Content starts
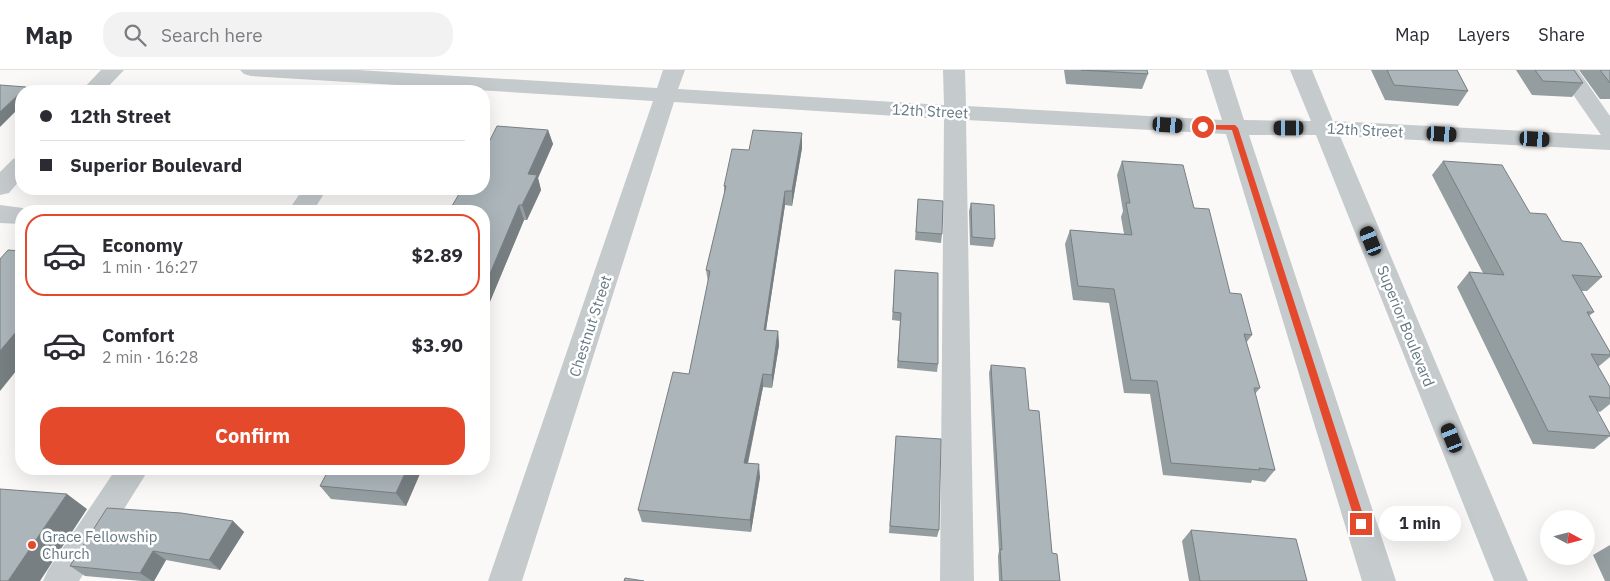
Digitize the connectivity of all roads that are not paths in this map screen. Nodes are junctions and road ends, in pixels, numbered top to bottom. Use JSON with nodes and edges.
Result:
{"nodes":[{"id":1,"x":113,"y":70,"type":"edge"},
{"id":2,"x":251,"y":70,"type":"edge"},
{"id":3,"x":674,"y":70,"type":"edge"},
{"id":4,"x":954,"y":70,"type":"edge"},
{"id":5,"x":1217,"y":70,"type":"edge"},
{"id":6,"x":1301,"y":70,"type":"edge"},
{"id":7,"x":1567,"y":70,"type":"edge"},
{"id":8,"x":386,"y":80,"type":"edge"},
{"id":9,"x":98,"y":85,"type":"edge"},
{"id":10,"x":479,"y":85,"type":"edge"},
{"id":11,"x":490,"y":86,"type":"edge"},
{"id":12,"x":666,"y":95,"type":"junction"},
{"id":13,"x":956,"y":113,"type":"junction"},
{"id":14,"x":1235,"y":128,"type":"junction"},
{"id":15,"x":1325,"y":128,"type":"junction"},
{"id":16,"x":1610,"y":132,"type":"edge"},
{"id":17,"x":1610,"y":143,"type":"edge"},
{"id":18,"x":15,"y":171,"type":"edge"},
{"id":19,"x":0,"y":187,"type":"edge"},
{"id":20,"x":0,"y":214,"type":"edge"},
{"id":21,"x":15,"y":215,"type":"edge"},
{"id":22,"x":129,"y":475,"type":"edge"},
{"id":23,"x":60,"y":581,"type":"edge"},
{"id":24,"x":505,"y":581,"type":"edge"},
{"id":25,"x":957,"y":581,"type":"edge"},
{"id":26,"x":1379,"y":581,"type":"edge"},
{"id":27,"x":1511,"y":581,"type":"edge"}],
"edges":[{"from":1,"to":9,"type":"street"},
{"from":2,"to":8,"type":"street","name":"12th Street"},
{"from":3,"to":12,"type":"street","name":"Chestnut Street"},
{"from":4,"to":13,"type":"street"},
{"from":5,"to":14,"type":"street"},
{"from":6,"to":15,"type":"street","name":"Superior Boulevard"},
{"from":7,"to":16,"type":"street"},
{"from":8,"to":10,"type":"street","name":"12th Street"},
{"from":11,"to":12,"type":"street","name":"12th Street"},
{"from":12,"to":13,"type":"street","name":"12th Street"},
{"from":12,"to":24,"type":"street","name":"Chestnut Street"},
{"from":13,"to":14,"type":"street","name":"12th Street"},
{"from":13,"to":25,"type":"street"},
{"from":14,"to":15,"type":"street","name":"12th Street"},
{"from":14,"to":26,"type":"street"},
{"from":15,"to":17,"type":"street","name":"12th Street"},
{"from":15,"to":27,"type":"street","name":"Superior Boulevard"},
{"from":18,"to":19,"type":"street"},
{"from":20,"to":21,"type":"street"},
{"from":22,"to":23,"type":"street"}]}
Content ends
#### WHAT THIS TASK INVOLVES:
Your reply must be one number: how many lines of the material hold the string "edges".

#### PROBLEM SOLUTION:
2